Моя любимая, как горделиво она танцует,Она танцует, как ветер;Скоро она исчезнет,Как ветер, как ветер.
Смотри, движется племя,Прибивая траву, как ветер;Скоро мы все исчезнем,Как ветер, как ветер.
Женщина испуганно вздрогнула, когда они ее окликнули, но увидев всего лишь двоих грязных, перепачканных после долгого странствия мальчишек, успокоилась и выслушала их. Она увидела, что один из мальчиков принадлежит ее народу, с татуировками на щеках и хвостом на макушке, который трепал ветер.
Мальчик разделся до пояса, как воины племени, и хотя он еще не вышел из мальчишеского возраста, она не смогла не залюбоваться жилистой силой его рук и груди. Она опустила глаза, отвечая ему, как поступила бы в разговоре, с мужем или с мужчиной племени, потому что мальчик излучал странную властность. Потом показала пальцем через реку, где в неглубокой долине раскинулись черные кибитки.
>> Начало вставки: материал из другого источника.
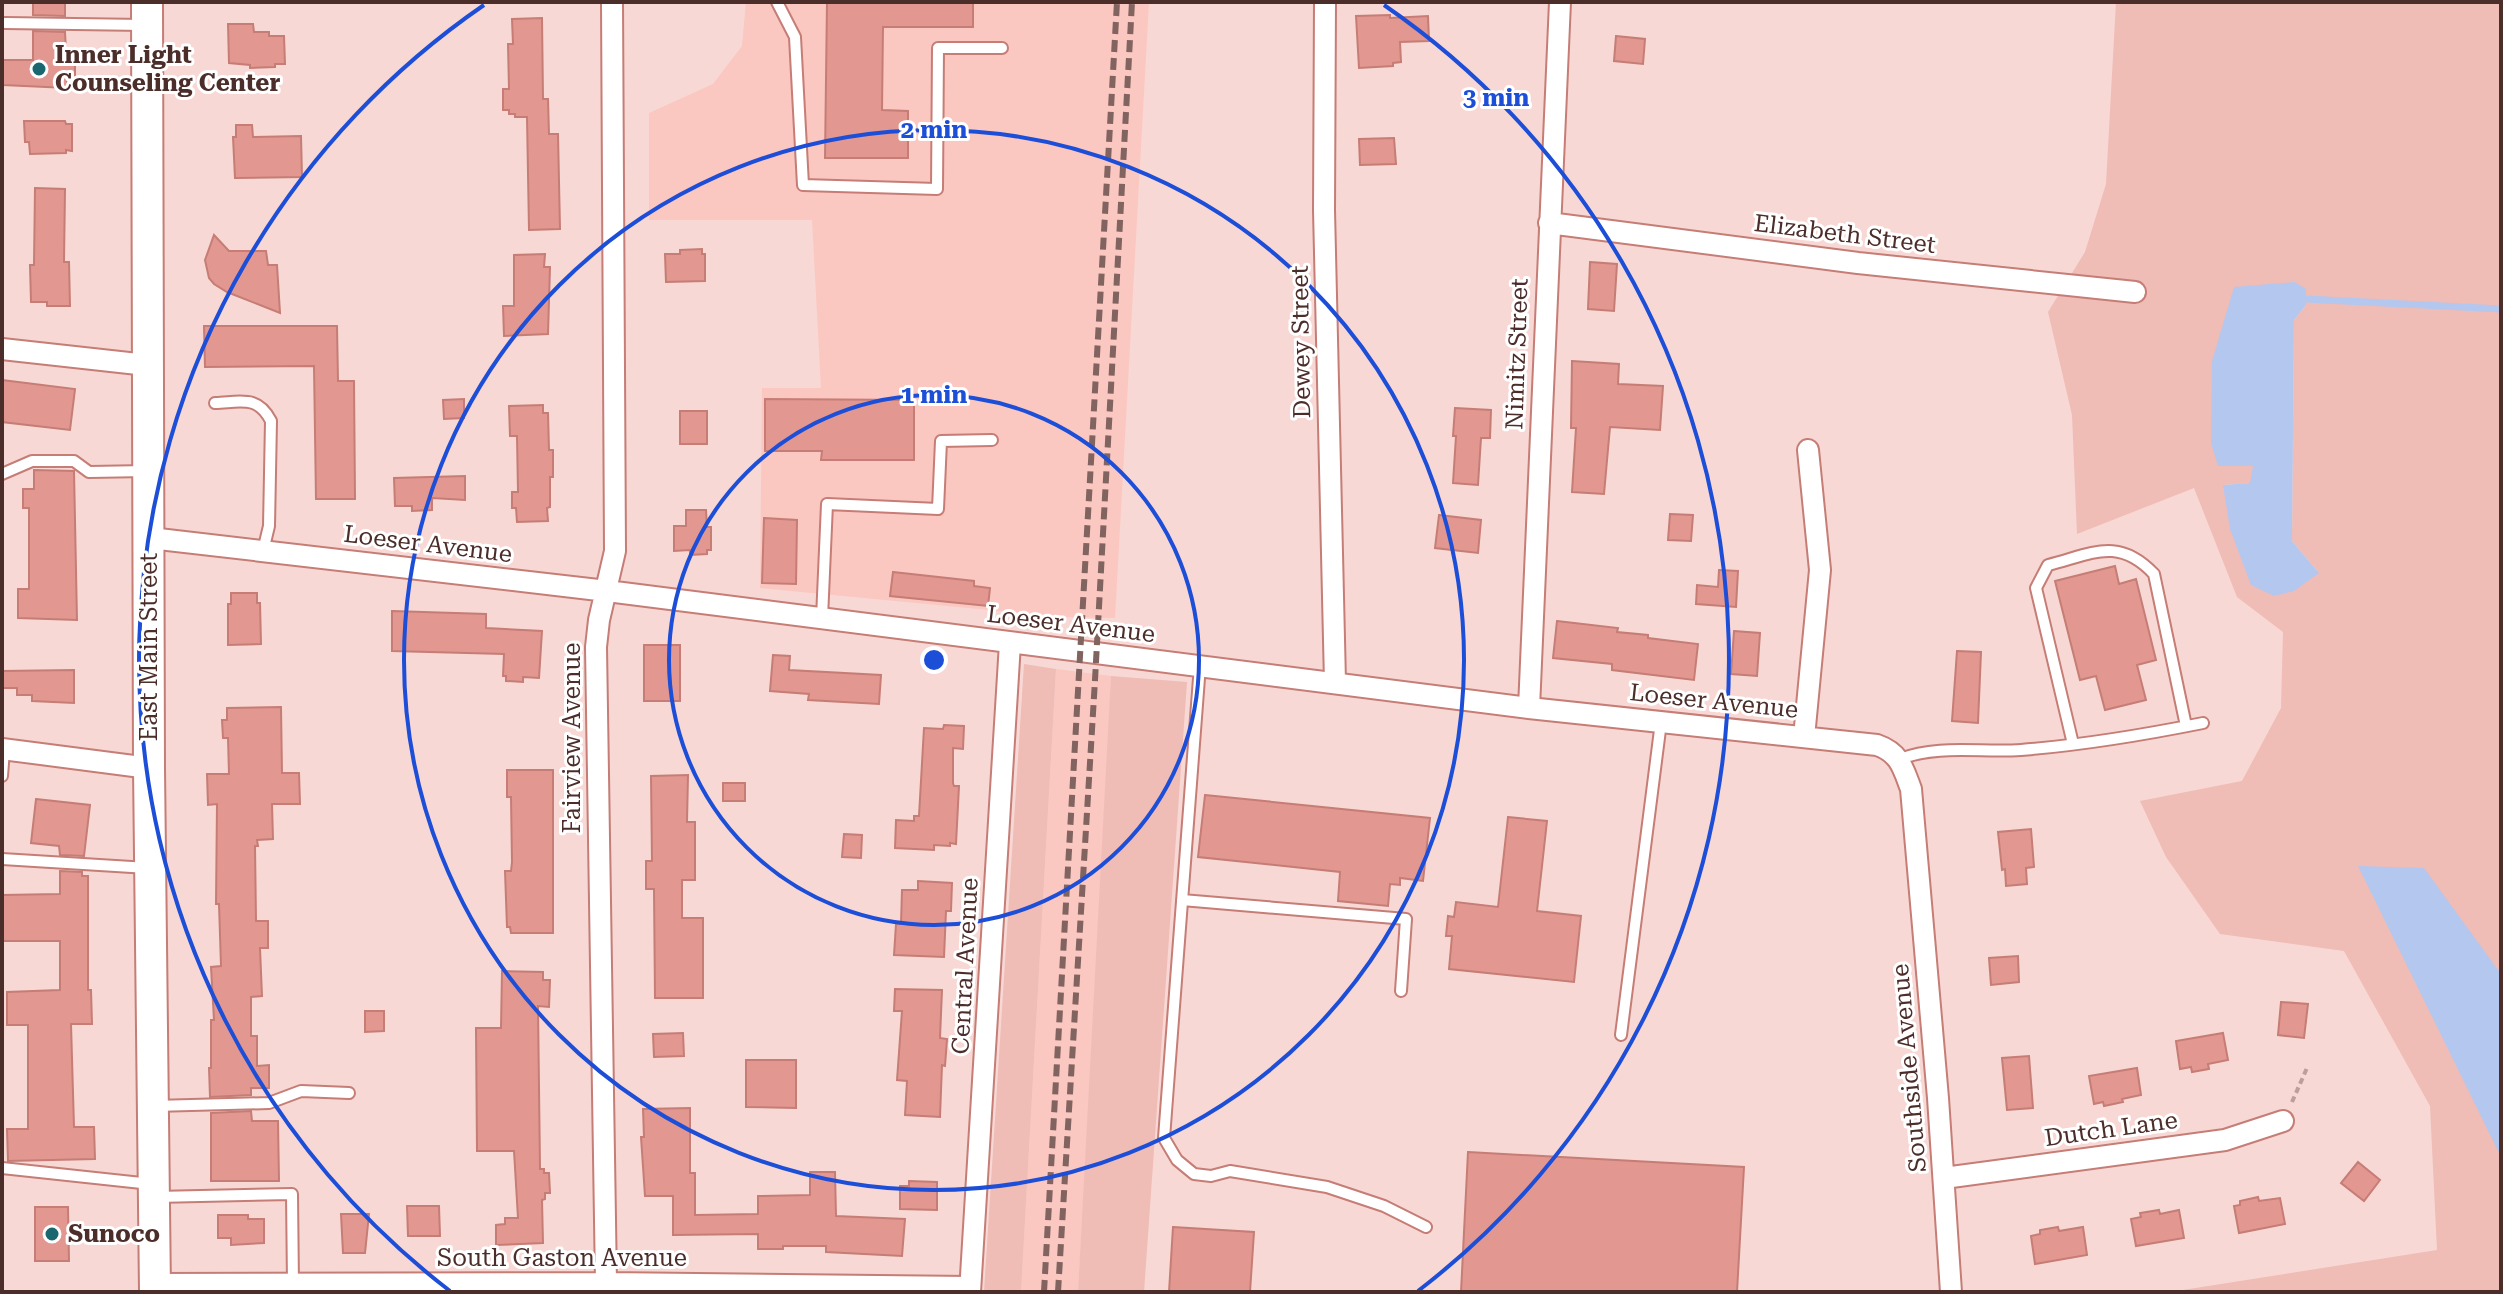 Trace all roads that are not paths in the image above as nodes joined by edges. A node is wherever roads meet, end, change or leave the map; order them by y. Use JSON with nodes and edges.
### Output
{"nodes":[{"id":1,"x":612,"y":2,"type":"edge"},
{"id":2,"x":777,"y":2,"type":"edge"},
{"id":3,"x":1325,"y":2,"type":"edge"},
{"id":4,"x":1560,"y":2,"type":"edge"},
{"id":5,"x":146,"y":14,"type":"edge"},
{"id":6,"x":5,"y":23,"type":"dead end"},
{"id":7,"x":1002,"y":48,"type":"dead end"},
{"id":8,"x":1549,"y":223,"type":"junction"},
{"id":9,"x":2135,"y":292,"type":"dead end"},
{"id":10,"x":2,"y":349,"type":"edge"},
{"id":11,"x":147,"y":365,"type":"junction"},
{"id":12,"x":215,"y":403,"type":"dead end"},
{"id":13,"x":992,"y":440,"type":"dead end"},
{"id":14,"x":1808,"y":450,"type":"dead end"},
{"id":15,"x":149,"y":471,"type":"junction"},
{"id":16,"x":2,"y":474,"type":"edge"},
{"id":17,"x":150,"y":538,"type":"junction"},
{"id":18,"x":263,"y":551,"type":"junction"},
{"id":19,"x":607,"y":591,"type":"junction"},
{"id":20,"x":822,"y":618,"type":"junction"},
{"id":21,"x":1010,"y":643,"type":"junction"},
{"id":22,"x":1200,"y":665,"type":"junction"},
{"id":23,"x":1335,"y":682,"type":"junction"},
{"id":24,"x":1529,"y":708,"type":"junction"},
{"id":25,"x":1661,"y":722,"type":"junction"},
{"id":26,"x":2203,"y":723,"type":"dead end"},
{"id":27,"x":2186,"y":726,"type":"junction"},
{"id":28,"x":1804,"y":737,"type":"junction"},
{"id":29,"x":2073,"y":744,"type":"junction"},
{"id":30,"x":3,"y":749,"type":"edge"},
{"id":31,"x":1900,"y":759,"type":"junction"},
{"id":32,"x":149,"y":768,"type":"junction"},
{"id":33,"x":2,"y":776,"type":"edge"},
{"id":34,"x":2,"y":859,"type":"edge"},
{"id":35,"x":150,"y":868,"type":"junction"},
{"id":36,"x":1182,"y":900,"type":"junction"},
{"id":37,"x":1401,"y":991,"type":"dead end"},
{"id":38,"x":1621,"y":1035,"type":"dead end"},
{"id":39,"x":349,"y":1093,"type":"dead end"},
{"id":40,"x":152,"y":1106,"type":"junction"},
{"id":41,"x":2283,"y":1121,"type":"road end"},
{"id":42,"x":2,"y":1168,"type":"edge"},
{"id":43,"x":1944,"y":1178,"type":"junction"},
{"id":44,"x":153,"y":1191,"type":"junction"},
{"id":45,"x":1426,"y":1227,"type":"dead end"},
{"id":46,"x":606,"y":1283,"type":"junction"},
{"id":47,"x":293,"y":1284,"type":"junction"},
{"id":48,"x":154,"y":1288,"type":"edge"},
{"id":49,"x":634,"y":1288,"type":"edge"},
{"id":50,"x":735,"y":1288,"type":"edge"},
{"id":51,"x":970,"y":1289,"type":"edge"},
{"id":52,"x":1951,"y":1292,"type":"edge"}],
"edges":[{"from":1,"to":19,"type":"street","name":"Fairview Avenue"},
{"from":2,"to":7,"type":"lane"},
{"from":3,"to":23,"type":"street","name":"Dewey Street"},
{"from":4,"to":8,"type":"street","name":"Nimitz Street"},
{"from":5,"to":6,"type":"lane"},
{"from":5,"to":11,"type":"street","name":"East Main Street"},
{"from":8,"to":9,"type":"street","name":"Elizabeth Street"},
{"from":8,"to":24,"type":"street","name":"Nimitz Street"},
{"from":10,"to":11,"type":"street"},
{"from":11,"to":15,"type":"street","name":"East Main Street"},
{"from":12,"to":18,"type":"lane"},
{"from":13,"to":20,"type":"lane"},
{"from":14,"to":28,"type":"street"},
{"from":15,"to":16,"type":"lane"},
{"from":15,"to":17,"type":"street","name":"East Main Street"},
{"from":17,"to":18,"type":"street","name":"Loeser Avenue"},
{"from":17,"to":32,"type":"street","name":"East Main Street"},
{"from":18,"to":19,"type":"street","name":"Loeser Avenue"},
{"from":19,"to":20,"type":"street","name":"Loeser Avenue"},
{"from":19,"to":46,"type":"street","name":"Fairview Avenue"},
{"from":20,"to":21,"type":"street","name":"Loeser Avenue"},
{"from":21,"to":22,"type":"street","name":"Loeser Avenue"},
{"from":21,"to":51,"type":"street","name":"Central Avenue"},
{"from":22,"to":23,"type":"street","name":"Loeser Avenue"},
{"from":22,"to":36,"type":"lane"},
{"from":23,"to":24,"type":"street","name":"Loeser Avenue"},
{"from":24,"to":25,"type":"street","name":"Loeser Avenue"},
{"from":25,"to":28,"type":"street","name":"Loeser Avenue"},
{"from":25,"to":38,"type":"lane"},
{"from":26,"to":27,"type":"lane"},
{"from":27,"to":29,"type":"lane"},
{"from":27,"to":29,"type":"lane"},
{"from":28,"to":31,"type":"street","name":"Loeser Avenue"},
{"from":29,"to":31,"type":"lane"},
{"from":30,"to":32,"type":"street"},
{"from":30,"to":33,"type":"lane"},
{"from":31,"to":43,"type":"street","name":"Southside Avenue"},
{"from":32,"to":35,"type":"street","name":"East Main Street"},
{"from":34,"to":35,"type":"lane"},
{"from":35,"to":40,"type":"street","name":"East Main Street"},
{"from":36,"to":37,"type":"lane"},
{"from":36,"to":45,"type":"lane"},
{"from":39,"to":40,"type":"lane"},
{"from":40,"to":44,"type":"street","name":"East Main Street"},
{"from":41,"to":43,"type":"street","name":"Dutch Lane"},
{"from":42,"to":44,"type":"lane"},
{"from":43,"to":52,"type":"street","name":"Southside Avenue"},
{"from":44,"to":47,"type":"lane"},
{"from":44,"to":48,"type":"street","name":"East Main Street"},
{"from":46,"to":47,"type":"street","name":"South Gaston Avenue"},
{"from":46,"to":49,"type":"street","name":"South Gaston Avenue"},
{"from":47,"to":48,"type":"street","name":"South Gaston Avenue"},
{"from":49,"to":50,"type":"street","name":"South Gaston Avenue"},
{"from":50,"to":51,"type":"street","name":"South Gaston Avenue"}]}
Мальчики поблагодарили ее и ушли.
Приблизившись к долине, они увидели мальчика, шедшего по высокой траве. Он опустил голову, словно в глубокой печали, брел медленно и ничего не замечал. В нескольких шагах позади шел раб.
Аттила окликнул его:
— Кто ты?
Он остановился и поднял голову. Этот мальчик, гулявший в одиночестве, словно придавленный к земле всей скорбью мира, был на голову выше Аттилы. У него были синие глаза, тонкие черты лица, прямой, классический римский нос Длинные и аккуратные руки и ноги, высокий и благородный лоб. Только волосы оставались мальчишескими, густыми, коричневатого оттенка. Во всем остальном он выглядел и вел себя так, как будто был старше своих лет.
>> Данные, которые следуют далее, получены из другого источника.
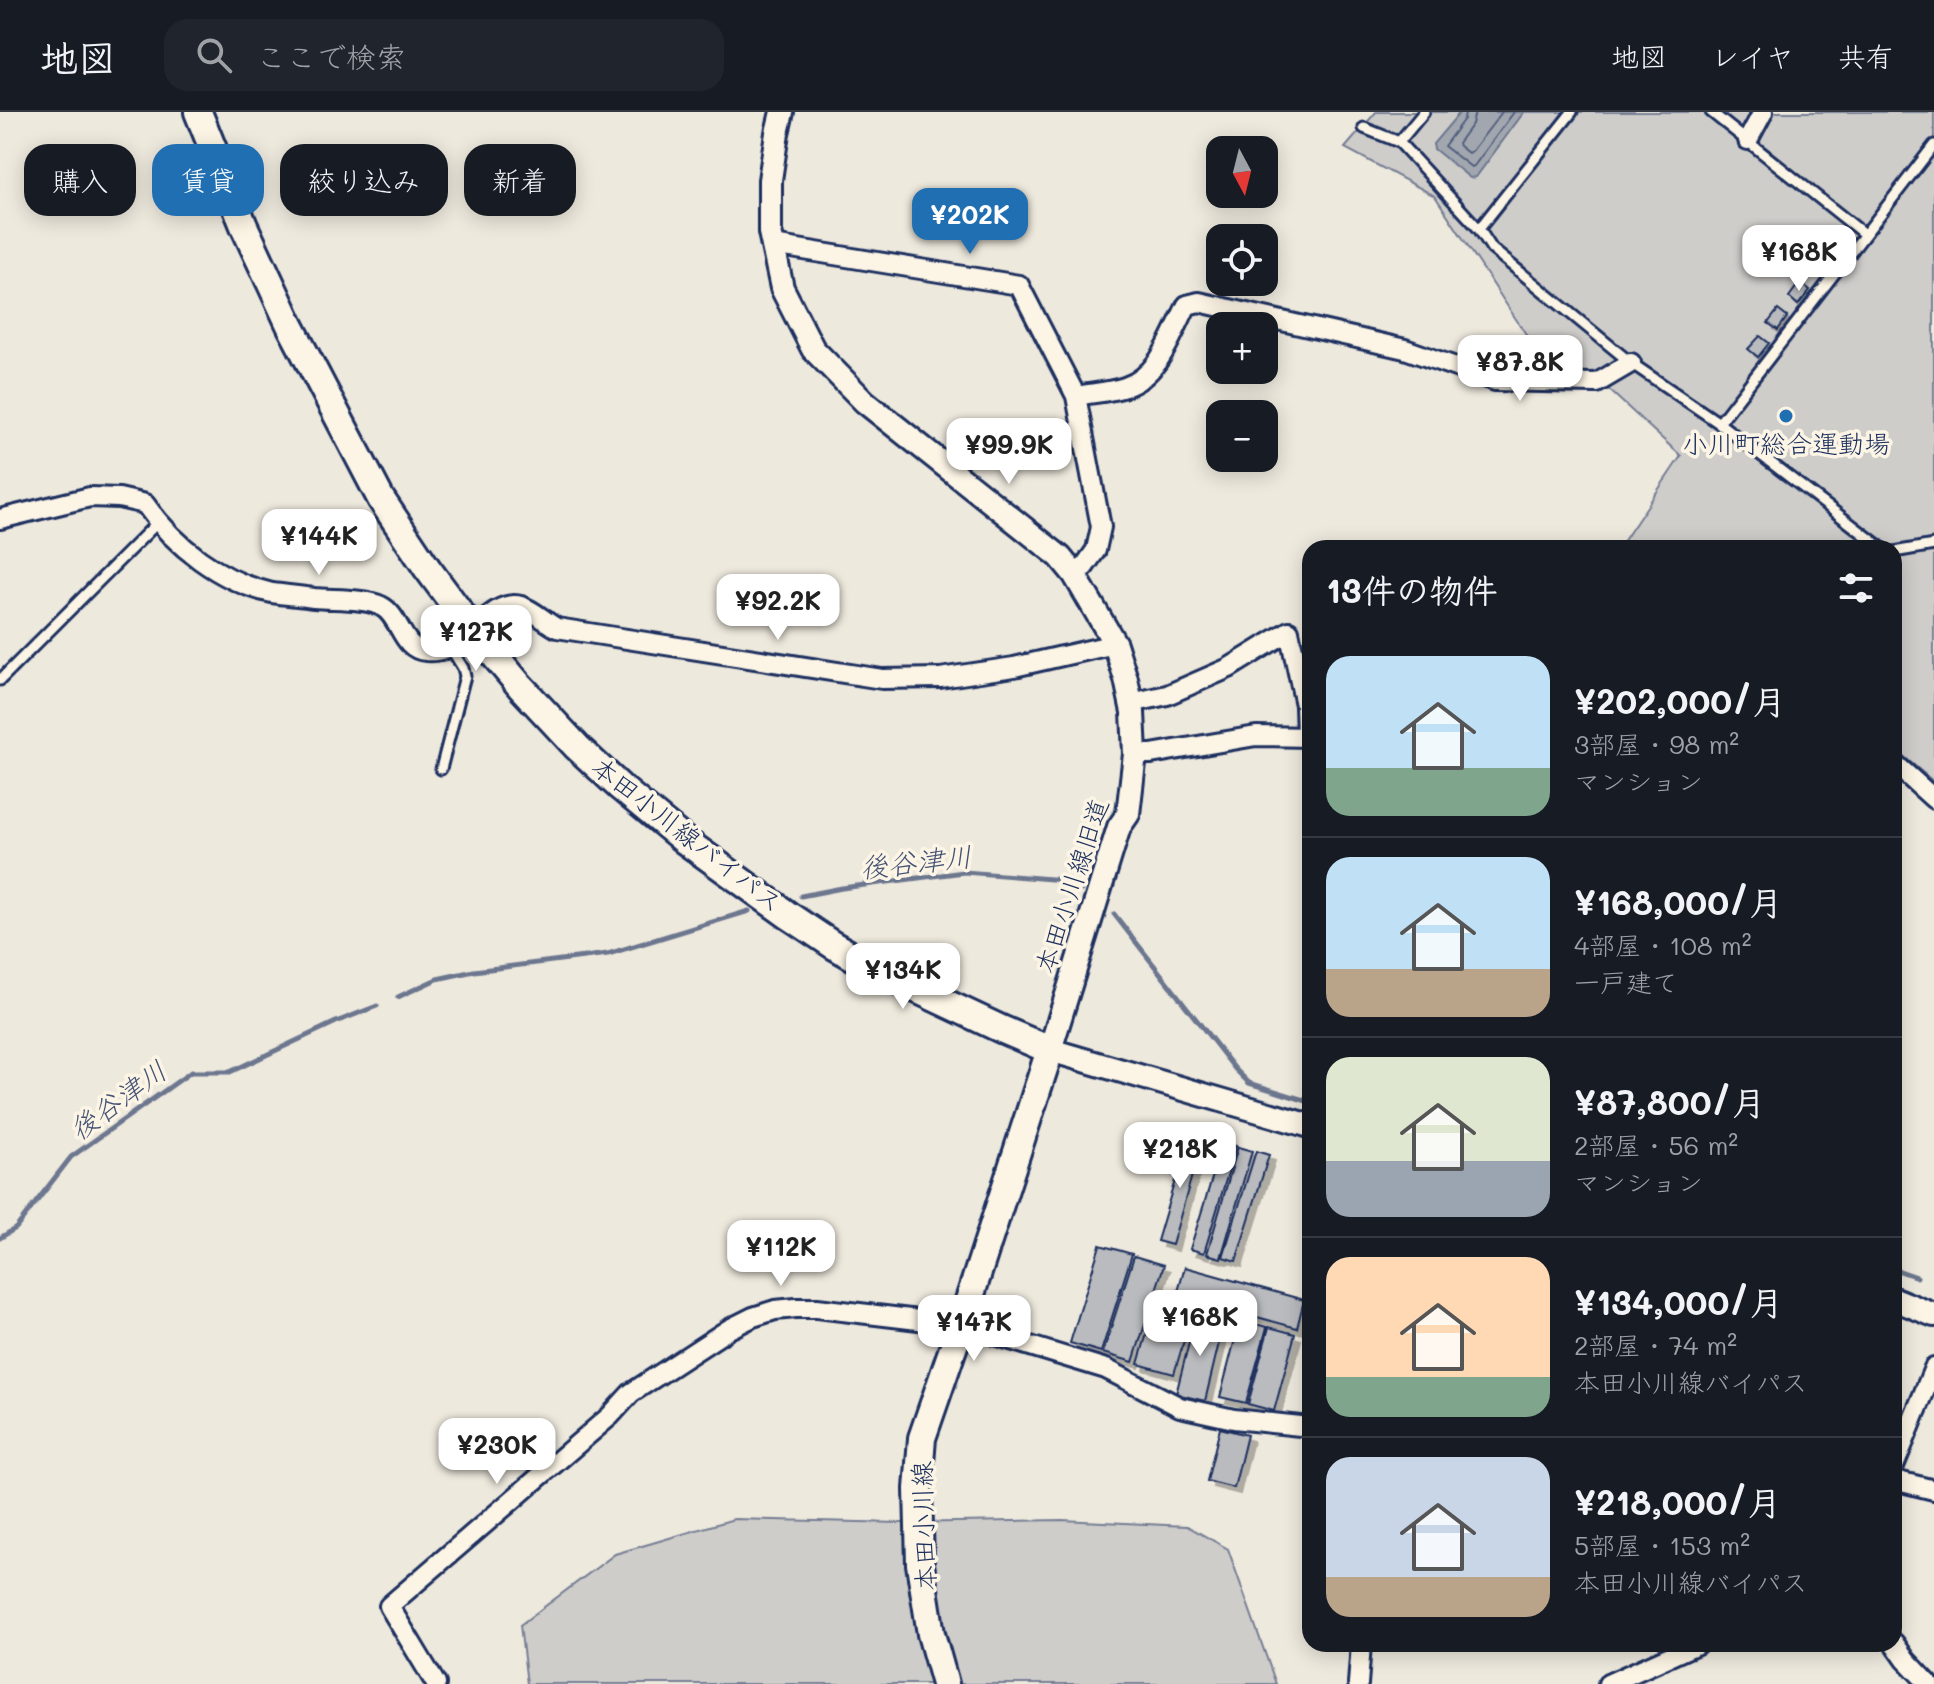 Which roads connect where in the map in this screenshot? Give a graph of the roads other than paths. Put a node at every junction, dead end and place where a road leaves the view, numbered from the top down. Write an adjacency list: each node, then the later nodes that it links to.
1 (198, 112): 23 (main road, 本田小川線バイパス)
2 (782, 112): 13 (street, 本田小川線旧道)
3 (1424, 112): 9 (lane)
4 (1572, 112): 11 (lane)
5 (1711, 112): 8 (lane)
6 (1763, 112): 8 (street)
7 (1364, 128): 9 (lane)
8 (1748, 140): 12 (lane)
9 (1399, 142): 11 (lane)
10 (1934, 145): 12 (lane)
11 (1479, 229): 14 (lane)
12 (1864, 234): 16 (lane)
13 (773, 245): 15 (street); 22 (street, 本田小川線旧道)
14 (1631, 363): 15 (street); 16 (lane)
15 (1076, 396): 22 (street)
16 (1719, 423): 19 (lane)
17 (0, 519): 18 (street)
18 (158, 522): 25 (street); 26 (lane)
19 (1872, 540)
20 (1934, 545): 21 (lane)
21 (1902, 551)
22 (1074, 574): 24 (street, 本田小川線旧道)
23 (473, 630): 24 (street); 25 (street); 34 (main road, 本田小川線バイパス)
24 (1115, 644): 28 (street, 本田小川線旧道)
25 (450, 647): 31 (lane)
26 (0, 680)
27 (1302, 691): 28 (street)
28 (1131, 703): 30 (street, 本田小川線旧道)
29 (1302, 736): 30 (street)
30 (1135, 754): 34 (street, 本田小川線旧道)
31 (441, 769)
32 (1902, 770): 33 (street)
33 (1934, 799)
34 (1050, 1050): 35 (street, 本田小川線バイパス); 38 (main road, 本田小川線)
35 (1302, 1124)
36 (1902, 1302): 37 (street)
37 (1934, 1315)
38 (961, 1325): 40 (street); 47 (street); 48 (main road, 本田小川線)
39 (1934, 1368): 41 (street)
40 (1302, 1426)
41 (1902, 1446)
42 (1902, 1482): 43 (street)
43 (1934, 1490)
44 (1360, 1652): 49 (street)
45 (1679, 1652): 50 (street)
46 (1900, 1652): 51 (street)
47 (436, 1684)
48 (945, 1684)
49 (1358, 1684)
50 (1608, 1684)
51 (1929, 1684)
Он заговорил на очень хорошем языке гуннов:
— А ты кто? — спросил он спокойно.
Аттила замялся и неохотно ответил:
— Я Аттила, сын Мундзука.
Мальчик кивнул.
— Я Аэций, сын Гауденция.
В тот самый день, когда родился Аттила — таков иронический юмор богов — под тем же самым гордым, слепящим летним солнцем, под знаком Льва, родился другой мальчик, в Дуростории, в Силестрии — провинции, граничившей с Паннонией. Его окрестили Аэцием. Отцом его был некий Гауденций, военачальник кавалерии на границе Паннонии.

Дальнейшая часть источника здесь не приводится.